Essa foi minha escola de surf.
@dolfo s@´- também conhecido como "homem-brasa", mora na praia e não apaga na água

5 comentários:

vitor disse...

irado o revival, nao entendi seu nome mas mandou bem, ve meu blog www.react.blogspot.com

Anônimo disse...

Aí cabra, uma pequena colaboração o Matt Archbold, foi preso por dirigir em alta velocidade e embriagado e outra feita por porte de drogas, pelo menos é o que foi publicado na mídia (MIRDIA quase MÉRDIA)surf local.Muito bom teu blog, por indicação do Julio Adler ganhaste mais um leitor.
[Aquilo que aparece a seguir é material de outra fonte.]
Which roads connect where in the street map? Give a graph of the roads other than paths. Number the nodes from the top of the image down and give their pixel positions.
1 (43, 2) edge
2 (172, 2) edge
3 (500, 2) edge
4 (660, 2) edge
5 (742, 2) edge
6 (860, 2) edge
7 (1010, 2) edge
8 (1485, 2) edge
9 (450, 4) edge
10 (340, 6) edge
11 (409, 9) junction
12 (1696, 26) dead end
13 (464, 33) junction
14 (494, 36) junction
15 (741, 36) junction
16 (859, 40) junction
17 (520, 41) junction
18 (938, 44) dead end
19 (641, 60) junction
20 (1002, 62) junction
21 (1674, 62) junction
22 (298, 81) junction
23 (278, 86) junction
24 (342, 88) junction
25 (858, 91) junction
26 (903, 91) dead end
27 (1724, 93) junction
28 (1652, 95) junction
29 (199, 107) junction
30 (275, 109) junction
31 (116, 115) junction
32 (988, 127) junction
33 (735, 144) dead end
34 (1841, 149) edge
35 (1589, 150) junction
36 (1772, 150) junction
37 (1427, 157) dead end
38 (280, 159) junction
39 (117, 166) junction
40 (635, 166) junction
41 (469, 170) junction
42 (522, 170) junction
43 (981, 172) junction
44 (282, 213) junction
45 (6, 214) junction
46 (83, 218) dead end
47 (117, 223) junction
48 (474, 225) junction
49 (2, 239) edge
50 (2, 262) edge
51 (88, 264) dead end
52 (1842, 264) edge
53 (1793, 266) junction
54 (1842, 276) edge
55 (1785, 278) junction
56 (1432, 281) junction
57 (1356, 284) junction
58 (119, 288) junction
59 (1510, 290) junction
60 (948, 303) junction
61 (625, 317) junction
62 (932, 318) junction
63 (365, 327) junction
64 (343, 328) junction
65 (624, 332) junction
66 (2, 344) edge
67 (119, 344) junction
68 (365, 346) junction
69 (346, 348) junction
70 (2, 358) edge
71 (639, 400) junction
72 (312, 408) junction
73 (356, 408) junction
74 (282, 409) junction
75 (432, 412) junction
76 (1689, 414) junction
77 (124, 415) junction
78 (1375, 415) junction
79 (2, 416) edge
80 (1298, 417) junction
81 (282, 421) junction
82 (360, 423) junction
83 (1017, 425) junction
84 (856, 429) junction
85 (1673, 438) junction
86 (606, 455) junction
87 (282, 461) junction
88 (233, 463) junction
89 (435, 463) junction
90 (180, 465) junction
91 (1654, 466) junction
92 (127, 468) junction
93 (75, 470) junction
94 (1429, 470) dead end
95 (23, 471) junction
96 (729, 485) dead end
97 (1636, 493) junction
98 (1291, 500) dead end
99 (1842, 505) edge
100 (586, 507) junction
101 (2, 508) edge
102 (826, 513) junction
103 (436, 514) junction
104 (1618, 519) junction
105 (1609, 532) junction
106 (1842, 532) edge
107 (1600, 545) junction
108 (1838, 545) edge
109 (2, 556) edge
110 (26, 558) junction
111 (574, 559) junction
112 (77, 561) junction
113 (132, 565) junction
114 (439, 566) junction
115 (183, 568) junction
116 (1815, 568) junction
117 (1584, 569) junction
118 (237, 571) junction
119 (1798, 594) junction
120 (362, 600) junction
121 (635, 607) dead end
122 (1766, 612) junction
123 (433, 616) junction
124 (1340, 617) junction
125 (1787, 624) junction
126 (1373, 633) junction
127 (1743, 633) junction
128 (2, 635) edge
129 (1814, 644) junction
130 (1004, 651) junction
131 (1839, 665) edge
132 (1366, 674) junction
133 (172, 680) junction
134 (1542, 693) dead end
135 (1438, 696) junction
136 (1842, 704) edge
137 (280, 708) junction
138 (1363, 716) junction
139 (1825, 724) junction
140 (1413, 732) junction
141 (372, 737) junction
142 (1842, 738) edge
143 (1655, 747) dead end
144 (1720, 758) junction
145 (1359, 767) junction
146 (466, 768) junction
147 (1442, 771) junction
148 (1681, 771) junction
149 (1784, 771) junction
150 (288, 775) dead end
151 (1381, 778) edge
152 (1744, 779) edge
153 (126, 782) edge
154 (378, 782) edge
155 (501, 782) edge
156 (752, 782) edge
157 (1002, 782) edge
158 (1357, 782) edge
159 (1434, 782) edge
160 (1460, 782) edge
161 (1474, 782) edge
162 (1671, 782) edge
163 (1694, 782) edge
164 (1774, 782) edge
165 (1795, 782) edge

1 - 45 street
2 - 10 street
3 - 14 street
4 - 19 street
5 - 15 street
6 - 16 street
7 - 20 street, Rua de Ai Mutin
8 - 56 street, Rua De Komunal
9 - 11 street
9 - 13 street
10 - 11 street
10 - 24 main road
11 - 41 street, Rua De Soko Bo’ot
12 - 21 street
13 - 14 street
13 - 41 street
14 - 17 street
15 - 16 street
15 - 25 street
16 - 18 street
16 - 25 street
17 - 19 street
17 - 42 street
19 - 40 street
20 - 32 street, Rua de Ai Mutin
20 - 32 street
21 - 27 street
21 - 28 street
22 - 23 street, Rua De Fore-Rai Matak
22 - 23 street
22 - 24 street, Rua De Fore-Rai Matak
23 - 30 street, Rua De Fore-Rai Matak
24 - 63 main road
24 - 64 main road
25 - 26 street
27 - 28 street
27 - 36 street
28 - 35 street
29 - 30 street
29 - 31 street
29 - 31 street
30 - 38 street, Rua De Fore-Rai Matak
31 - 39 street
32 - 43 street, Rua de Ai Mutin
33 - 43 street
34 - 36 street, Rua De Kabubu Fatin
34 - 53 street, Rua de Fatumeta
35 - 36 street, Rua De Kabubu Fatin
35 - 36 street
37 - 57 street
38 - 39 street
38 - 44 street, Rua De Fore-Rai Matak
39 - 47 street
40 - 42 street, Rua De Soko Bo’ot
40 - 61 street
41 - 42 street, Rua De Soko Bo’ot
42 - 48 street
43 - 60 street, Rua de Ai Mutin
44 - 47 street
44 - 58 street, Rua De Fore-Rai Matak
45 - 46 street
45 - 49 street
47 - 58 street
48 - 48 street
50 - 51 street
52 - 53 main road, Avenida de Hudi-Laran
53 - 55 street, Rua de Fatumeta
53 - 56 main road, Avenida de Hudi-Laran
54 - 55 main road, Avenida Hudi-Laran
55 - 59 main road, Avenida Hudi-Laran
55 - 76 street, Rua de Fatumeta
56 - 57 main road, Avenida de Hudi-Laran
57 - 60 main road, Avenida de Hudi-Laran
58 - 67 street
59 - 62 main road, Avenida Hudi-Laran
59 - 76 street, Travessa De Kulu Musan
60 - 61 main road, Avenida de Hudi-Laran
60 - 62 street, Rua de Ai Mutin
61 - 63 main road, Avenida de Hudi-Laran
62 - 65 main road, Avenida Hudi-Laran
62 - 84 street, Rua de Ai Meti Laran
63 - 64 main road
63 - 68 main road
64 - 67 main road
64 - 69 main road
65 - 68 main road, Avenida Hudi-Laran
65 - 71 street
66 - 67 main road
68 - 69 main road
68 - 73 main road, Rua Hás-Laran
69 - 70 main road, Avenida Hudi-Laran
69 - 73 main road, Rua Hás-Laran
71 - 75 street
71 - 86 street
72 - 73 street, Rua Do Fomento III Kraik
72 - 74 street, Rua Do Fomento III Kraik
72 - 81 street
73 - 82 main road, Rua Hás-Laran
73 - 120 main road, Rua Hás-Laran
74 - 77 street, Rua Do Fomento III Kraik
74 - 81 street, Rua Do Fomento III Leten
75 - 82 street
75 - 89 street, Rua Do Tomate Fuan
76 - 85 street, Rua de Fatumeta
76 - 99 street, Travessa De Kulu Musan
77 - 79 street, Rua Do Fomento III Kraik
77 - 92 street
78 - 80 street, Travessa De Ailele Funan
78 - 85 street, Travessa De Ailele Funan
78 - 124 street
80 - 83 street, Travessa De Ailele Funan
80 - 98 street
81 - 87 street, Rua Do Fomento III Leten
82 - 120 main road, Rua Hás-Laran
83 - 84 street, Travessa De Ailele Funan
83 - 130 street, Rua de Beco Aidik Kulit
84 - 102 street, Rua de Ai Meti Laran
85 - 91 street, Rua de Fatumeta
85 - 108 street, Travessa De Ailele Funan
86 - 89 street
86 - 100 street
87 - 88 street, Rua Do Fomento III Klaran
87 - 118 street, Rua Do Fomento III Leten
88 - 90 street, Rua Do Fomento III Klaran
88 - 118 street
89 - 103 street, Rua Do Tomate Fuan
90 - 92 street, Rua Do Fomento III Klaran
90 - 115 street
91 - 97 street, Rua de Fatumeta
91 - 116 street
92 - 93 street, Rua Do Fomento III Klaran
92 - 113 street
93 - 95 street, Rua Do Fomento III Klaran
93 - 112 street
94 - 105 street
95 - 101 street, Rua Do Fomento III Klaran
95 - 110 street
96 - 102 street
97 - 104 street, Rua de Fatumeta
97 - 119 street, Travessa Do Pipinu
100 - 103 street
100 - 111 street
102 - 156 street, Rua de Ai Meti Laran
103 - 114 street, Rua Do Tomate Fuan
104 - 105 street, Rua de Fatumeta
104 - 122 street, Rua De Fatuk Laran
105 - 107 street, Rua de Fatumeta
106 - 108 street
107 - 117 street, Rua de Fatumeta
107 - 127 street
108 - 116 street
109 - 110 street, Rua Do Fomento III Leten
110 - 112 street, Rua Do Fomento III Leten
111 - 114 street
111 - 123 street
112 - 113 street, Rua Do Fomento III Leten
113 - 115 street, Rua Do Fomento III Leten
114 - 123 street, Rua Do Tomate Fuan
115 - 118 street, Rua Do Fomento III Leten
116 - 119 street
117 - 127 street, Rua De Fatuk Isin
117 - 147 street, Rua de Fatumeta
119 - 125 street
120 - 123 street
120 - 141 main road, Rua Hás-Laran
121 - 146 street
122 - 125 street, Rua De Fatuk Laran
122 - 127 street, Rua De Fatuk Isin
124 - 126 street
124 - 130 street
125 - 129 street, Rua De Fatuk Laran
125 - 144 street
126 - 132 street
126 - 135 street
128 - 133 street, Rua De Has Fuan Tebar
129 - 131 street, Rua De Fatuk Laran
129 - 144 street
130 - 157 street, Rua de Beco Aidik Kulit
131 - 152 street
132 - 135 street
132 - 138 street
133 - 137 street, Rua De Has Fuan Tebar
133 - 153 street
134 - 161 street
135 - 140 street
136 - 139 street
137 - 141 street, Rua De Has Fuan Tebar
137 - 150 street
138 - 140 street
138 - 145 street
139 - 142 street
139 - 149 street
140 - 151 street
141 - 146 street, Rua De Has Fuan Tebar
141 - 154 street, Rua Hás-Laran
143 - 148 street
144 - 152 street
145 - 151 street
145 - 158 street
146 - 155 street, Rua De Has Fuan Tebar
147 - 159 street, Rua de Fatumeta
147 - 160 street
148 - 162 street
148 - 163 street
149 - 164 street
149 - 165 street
Siga em frente

Adão disse...

muito legal
eu tive umas aulas de surfe no Rio, aos 37, e peguei gosto pela coisa.
pranchao, macumba, ondas geriatricas...

surfar é melhor que fazer sexo...
com ovelhas.

Hugo Ribeiro disse...

Porra bróther, tu ainda tá afiado. Mas senti falta do Tom Carrol, pré Currem...
Abraços,
Hugo

Anônimo disse...

Desculpe-me em deixá-lo triste mas hoje, 31/10/2006 Olimpinho também foi morto, só que no Rio.